TOP ANSWERS (AS SELECTED BY MODERATOR):
The following top answers have been selected by a moderator from hundreds of responses to the original question.
"To be honest MOST classrooms don’t allow “items from home” because it’s a distraction and can cause a lot of issues with other children who may not be able to afford or have the same items. So taking a notebook away (most likely because your daughter was being a distraction with the notebook doesn’t sounds harsh at all) Stop allowing your daughter to take items from home to school? And if you feel there is a mistreatment towards your daughter email the teacher directly, ask her questions and be prepared to hear her side and go from there. If you don’t agree with the conversation then talk to your daughter again, and possibly the principal. There is always more to the story. I am all for trusting your children and standing up for your child, But sometimes kids can exaggerate."

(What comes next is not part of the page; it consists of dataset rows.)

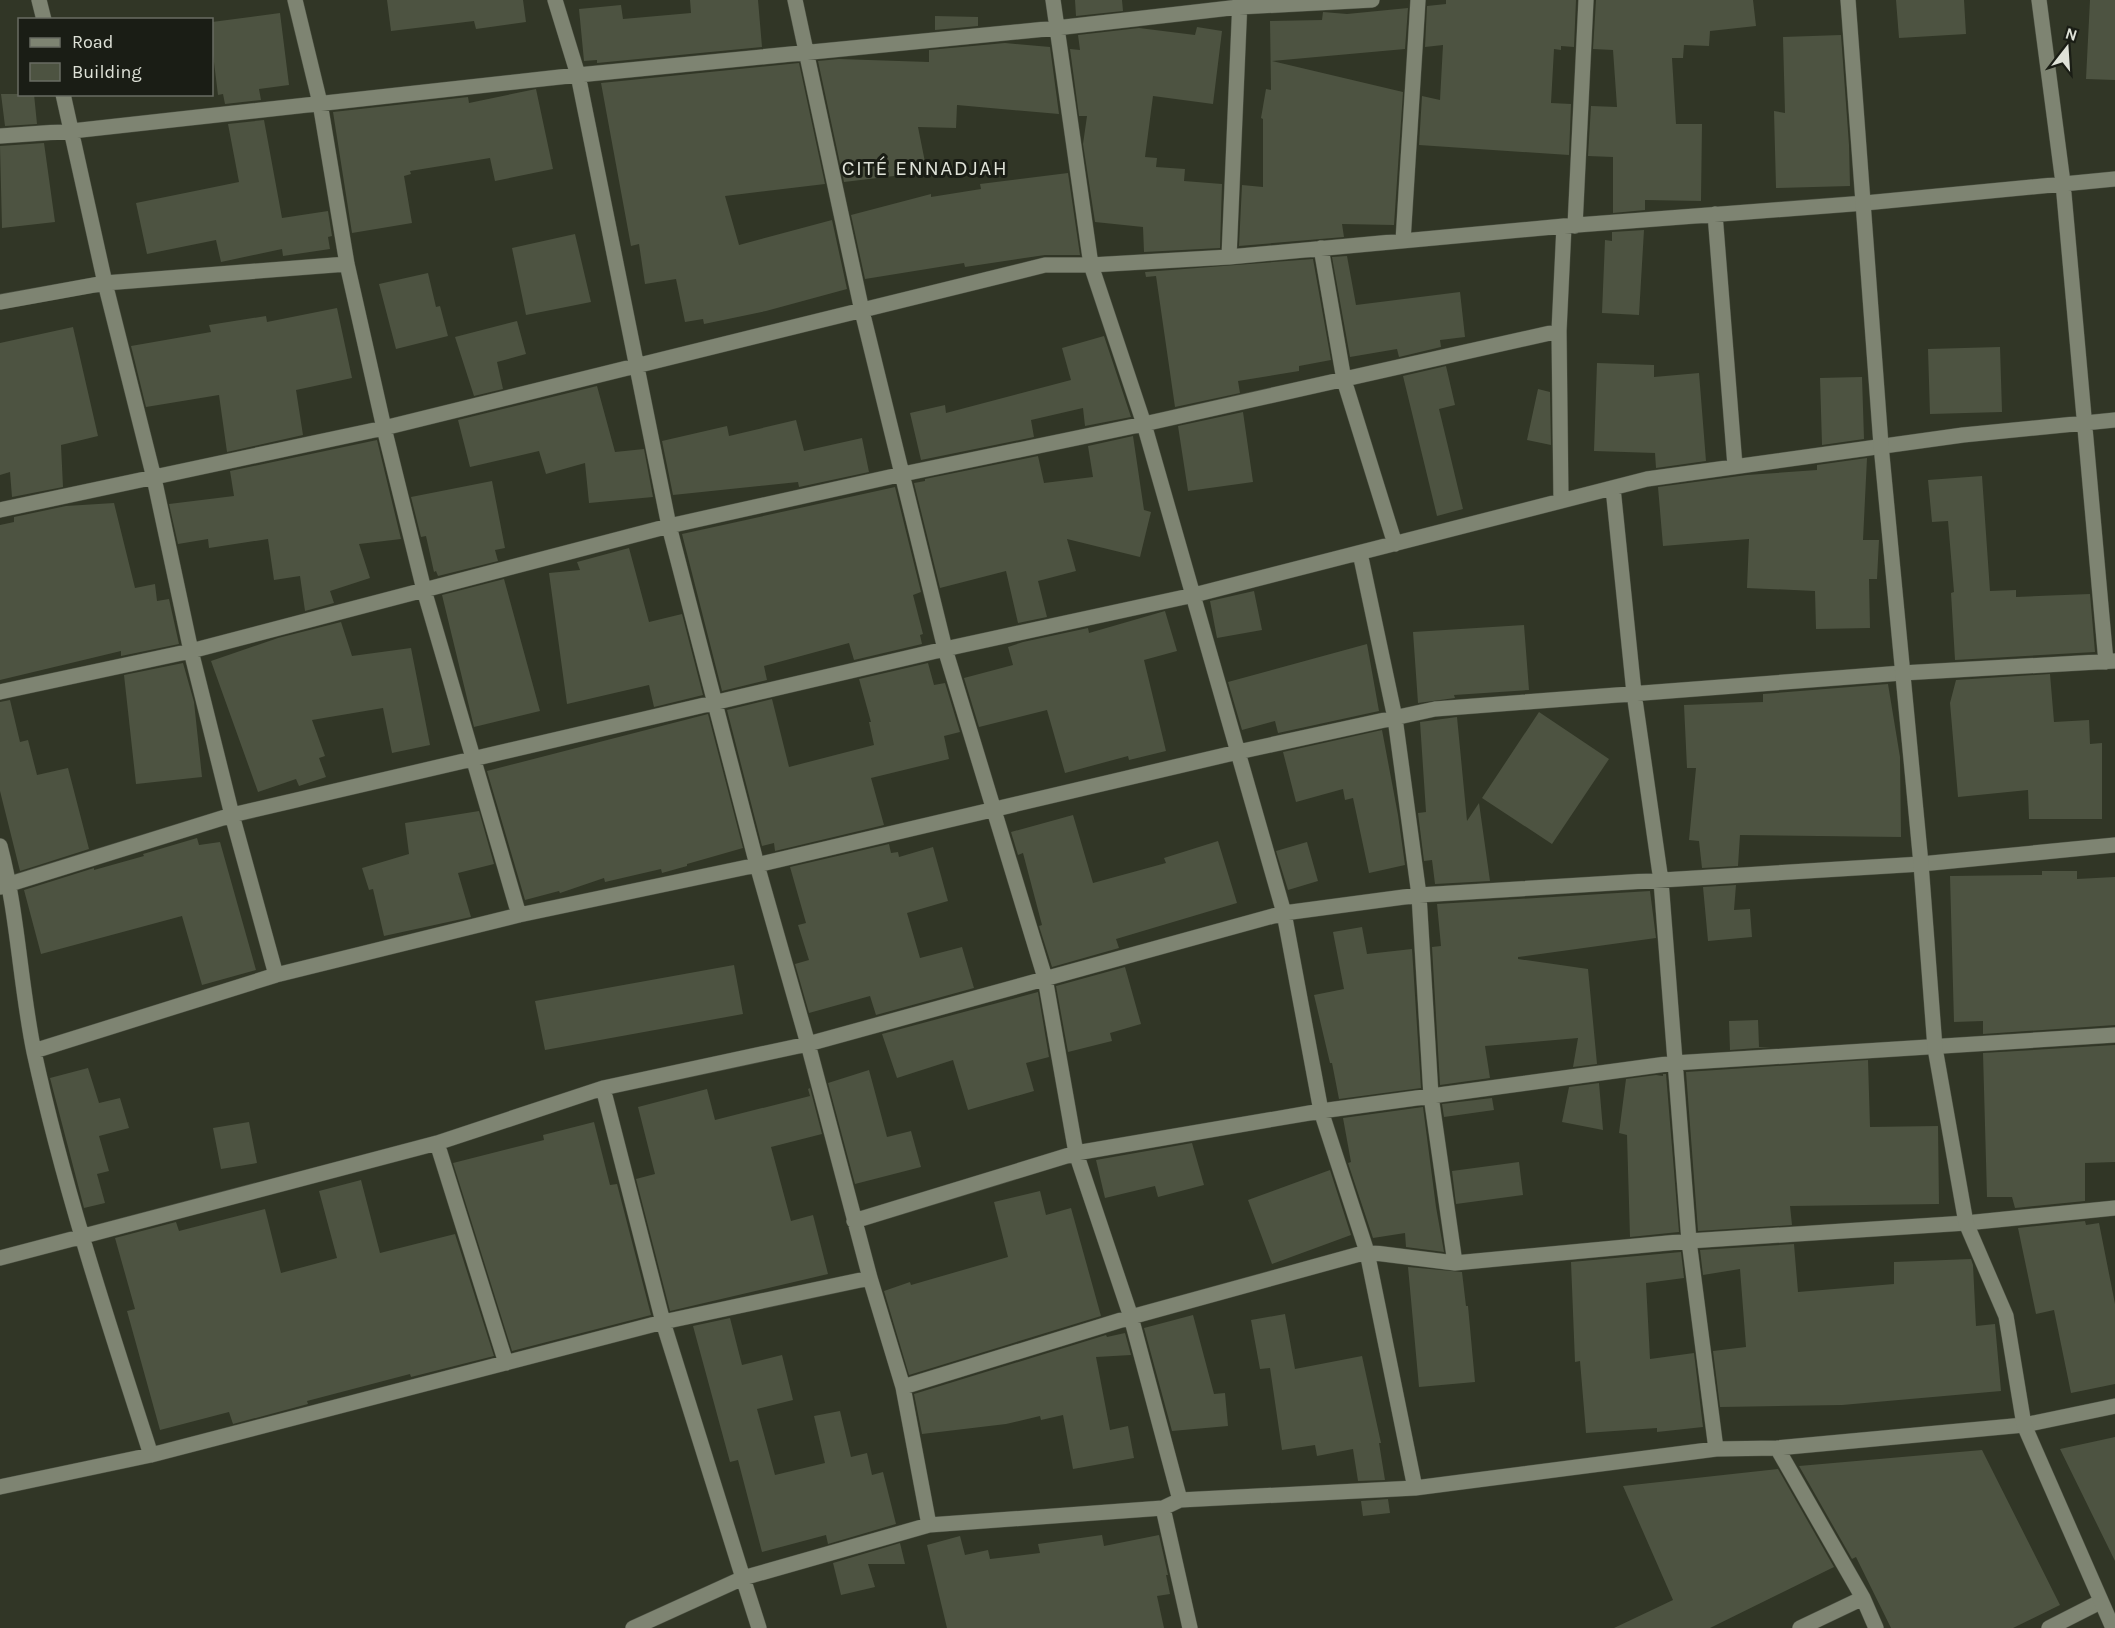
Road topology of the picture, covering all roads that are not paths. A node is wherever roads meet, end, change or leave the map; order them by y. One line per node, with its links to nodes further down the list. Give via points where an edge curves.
1 (39, 0): 12 (street)
2 (295, 0): 17 (street)
3 (555, 0): 15 (street)
4 (795, 0): 14 (street)
5 (1053, 0): 13 (street)
6 (1372, 0): 11 (street)
7 (1418, 0): 25 (street)
8 (1586, 0): 24 (street)
9 (1848, 0): 22 (street)
10 (2039, 0): 21 (street)
11 (1239, 4): 13 (street); 27 (street)
12 (44, 18)
13 (1056, 28): 14 (street); 29 (street)
14 (807, 51): 15 (street); 32 (street)
15 (578, 75): 17 (street); 34 (street)
16 (63, 96): 18 (street)
17 (320, 103): 18 (street); 28 (street)
18 (72, 131): 19 (street); 30 (street)
19 (0, 136)
20 (2115, 179): 21 (street)
21 (2063, 183): 22 (street); 37 (street)
22 (1864, 203): 23 (street); 40 (street)
23 (1715, 214): 24 (street); 41 (street)
24 (1570, 226): 25 (street); 33 (street)
25 (1402, 241): 26 (street)
26 (1321, 248): 27 (street); 35 (street)
27 (1229, 257): 29 (street)
28 (347, 264): 30 (street); 39 (street)
29 (1090, 265): 32 (street, via 1045,265); 38 (street)
30 (105, 283): 31 (street); 43 (street)
31 (0, 302)
32 (862, 311): 34 (street); 42 (street)
33 (1559, 331): 35 (street); 45 (street)
34 (636, 366): 39 (street); 47 (street)
35 (1344, 381): 38 (street); 48 (street)
36 (2115, 420): 37 (street)
37 (2084, 423): 40 (street); 54 (street)
38 (1144, 424): 42 (street); 51 (street)
39 (384, 428): 43 (street); 50 (street)
40 (1881, 445): 41 (street); 55 (street)
41 (1735, 466): 44 (street)
42 (903, 474): 47 (street); 52 (street)
43 (154, 478): 46 (street); 53 (street)
44 (1612, 488): 45 (street); 57 (street)
45 (1560, 501): 48 (street)
46 (0, 510)
47 (669, 526): 50 (street); 58 (street)
48 (1395, 544): 49 (street)
49 (1360, 553): 51 (street); 59 (street)
50 (424, 590): 53 (street); 61 (street)
51 (1194, 595): 52 (street); 60 (street)
52 (945, 649): 58 (street); 62 (street)
53 (191, 651): 56 (street); 63 (street)
54 (2110, 661): 55 (street)
55 (1902, 673): 57 (street); 66 (street)
56 (0, 692)
57 (1634, 693): 59 (street, via 1435,709); 68 (street)
58 (715, 704): 61 (street); 67 (street)
59 (1395, 718): 60 (street); 70 (street)
60 (1238, 752): 62 (street); 71 (street)
61 (473, 758): 63 (street); 72 (street)
62 (994, 809): 67 (street); 74 (street)
63 (232, 814): 69 (street); 73 (street)
64 (2115, 845): 66 (street)
65 (0, 846): 69 (street)
66 (1921, 864): 68 (street); 77 (street)
67 (757, 865): 72 (street); 76 (street)
68 (1661, 881): 70 (street); 79 (street)
69 (5, 885): 78 (street)
70 (1419, 895): 71 (street); 81 (street)
71 (1284, 913): 74 (street); 82 (street)
72 (519, 915): 73 (street)
73 (276, 975): 78 (street)
74 (1045, 978): 76 (street); 84 (street)
75 (2115, 1035): 77 (street)
76 (808, 1044): 80 (street); 86 (street)
77 (1935, 1048): 79 (street); 87 (street)
78 (34, 1051): 88 (street)
79 (1674, 1063): 81 (street); 89 (street)
80 (603, 1088): 83 (street); 95 (street)
81 (1431, 1096): 82 (street); 92 (street)
82 (1321, 1111): 84 (street); 90 (street)
83 (437, 1143): 88 (street); 96 (street)
84 (1076, 1153): 86 (street); 94 (street)
85 (2115, 1208): 87 (street)
86 (854, 1221): 93 (street)
87 (1966, 1223): 89 (street); 99 (street, via 2006,1316)
88 (81, 1238): 91 (street); 102 (street)
89 (1689, 1241): 92 (street); 101 (street)
90 (1367, 1252): 92 (street); 94 (street); 104 (street)
91 (0, 1258)
92 (1455, 1263)
93 (870, 1278): 95 (street); 97 (street)
94 (1131, 1317): 97 (street); 105 (street)
95 (663, 1322): 96 (street); 108 (street)
96 (506, 1363): 102 (street)
97 (903, 1387): 107 (street)
98 (2115, 1406): 99 (street)
99 (2024, 1425): 100 (street); 110 (street)
100 (1777, 1448): 101 (street); 109 (street)
101 (1716, 1449): 104 (street)
102 (151, 1455): 103 (street)
103 (0, 1486)
104 (1415, 1488): 105 (street)
105 (1180, 1500): 106 (street)
106 (1163, 1508): 107 (street); 113 (street)
107 (929, 1525): 108 (street)
108 (743, 1578): 111 (street); 112 (street)
109 (1863, 1598): 114 (street); 115 (street)
110 (2100, 1602): 116 (street); 117 (street)
111 (633, 1628)
112 (759, 1628)
113 (1190, 1628)
114 (1800, 1628)
115 (1876, 1628)
116 (2049, 1628)
117 (2113, 1628)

"My son was in the habit of doing this but it’s not good as other children could steal your child’s belongings or wreck them ? She could lose it what good is that then when she can just leave it safe at home it sounds to me like you like to show off your daughter’s things she doesn’t need to be taking those things to school, school is a learning place she’s not there for show and tell, and also the teacher sounds bitter too maybe you two need to talk it out."

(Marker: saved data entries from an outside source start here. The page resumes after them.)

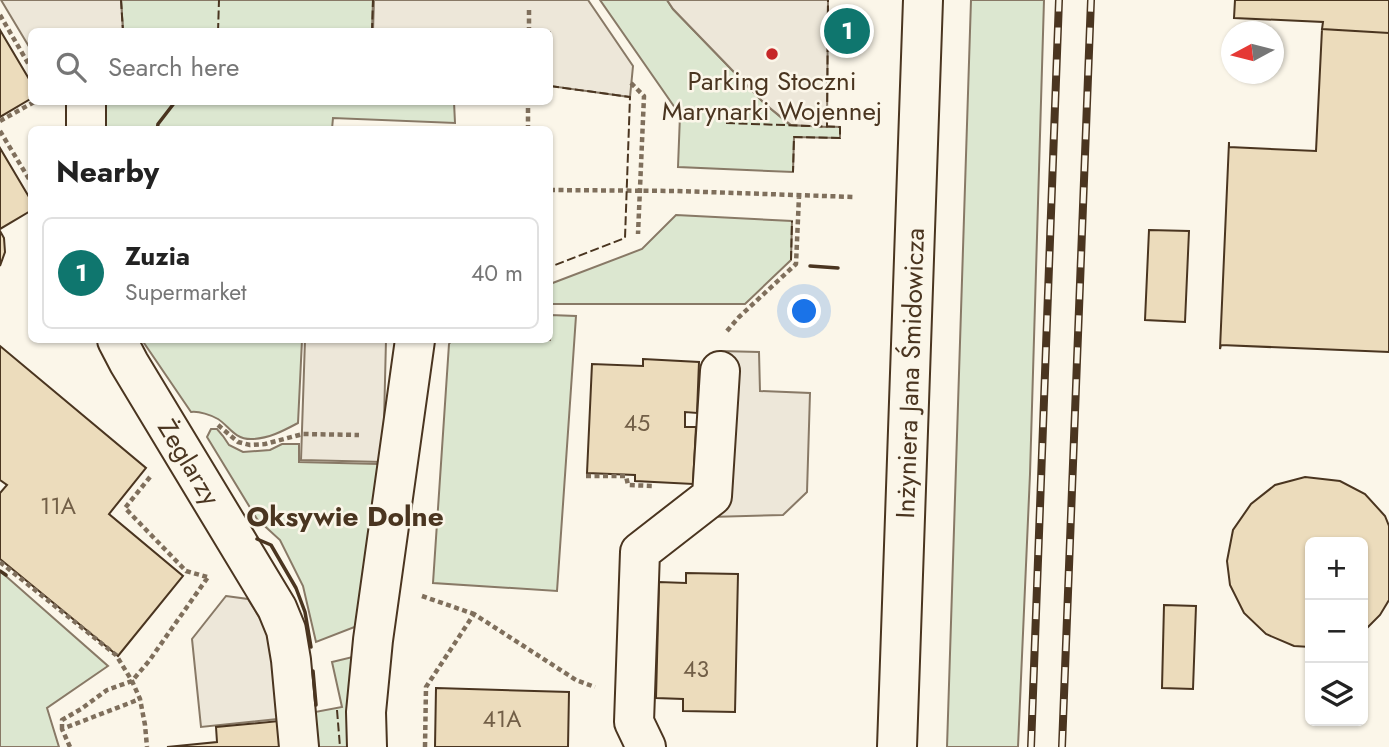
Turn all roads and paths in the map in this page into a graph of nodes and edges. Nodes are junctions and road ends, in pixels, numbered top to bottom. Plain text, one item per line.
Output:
1 (923, 0) edge
2 (529, 7) dead end
3 (0, 15) edge
4 (529, 28) edge
5 (28, 63) edge
6 (631, 83) dead end
7 (29, 105) edge
8 (86, 105) edge
9 (528, 105) edge
10 (0, 121) edge
11 (86, 126) edge
12 (528, 126) edge
13 (0, 131) edge
14 (28, 177) edge
15 (553, 190) edge
16 (640, 191) junction
17 (799, 196) junction
18 (854, 197) dead end
19 (638, 234) dead end
20 (739, 317) dead end
21 (119, 343) edge
22 (415, 343) edge
23 (720, 371) dead end
24 (153, 403) junction
25 (402, 436) junction
26 (156, 470) dead end
27 (586, 476) dead end
28 (626, 476) dead end
29 (0, 562) edge
30 (208, 577) junction
31 (218, 579) dead end
32 (415, 594) dead end
33 (474, 614) junction
34 (576, 680) dead end
35 (132, 681) junction
36 (140, 699) junction
37 (62, 729) junction
38 (70, 747) edge
39 (147, 747) edge
40 (299, 747) edge
41 (367, 747) edge
42 (425, 747) edge
43 (646, 747) edge
44 (897, 747) edge

1 - 44 street, Inżyniera Jana Śmidowicza
2 - 4 path
3 - 5 path
6 - 16 path
7 - 10 path
8 - 11 street
9 - 12 path
13 - 14 path
15 - 16 path
16 - 17 path
16 - 19 path
17 - 18 path
17 - 20 path
21 - 24 street, Żeglarzy
22 - 25 street
23 - 43 street
24 - 25 path
24 - 40 street, Żeglarzy
25 - 41 street
26 - 30 path
27 - 28 path
29 - 35 path
30 - 31 path
30 - 35 path
32 - 33 path
33 - 34 path
33 - 42 path
35 - 36 path
35 - 37 path
36 - 37 path
36 - 39 path
37 - 38 path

"I would go and have talk with the teacher first go and get your child’s stuff that was taken away and then address the other issues."
"We have a rule at the daycare that you can’t bring personal toys, jewelry, or anything that can cause disruption or can be lost/stolen. Kids can be jealous, it’s normal, however it shouldn’t cause disruption in the classroom. Maybe you need a parent teacher conference to discuss your concerns and actually hear the teacher out."
"My son brought pokemon cards to school without ke knowing and the teacher took it until the end of the school year. I felt that was right and I had a talk with my son about keeping our personal items at home… I mean common sense no?"
"Talk to the principal. Explain what has happened and how it made you and your daughter feel. Tell him that you don’t want this making your daughter‘s school experience any harder than it has to be, and that you don’t want her grades affected. I don’t feel like this teacher is doing right. It might be beneficial to have three way conversation with the teacher and the principal."
"Sounds like you both have a problem following rules why do you let her take things to school to show off . Stop blaming the teacher for being mean and start teaching your daughter to take accountable for her actions and her behaviors"
"Your kid needs to follow rules but as for the teacher throwing away things and taking them to the end of the year I would write a note saying that you’ll pick up items that are taken away from her."
"Go get the stuff back, have a chat with the teacher and hold your daughter accountable"
"Maybe you can go talk to her teacher and find out from her what the deal is?"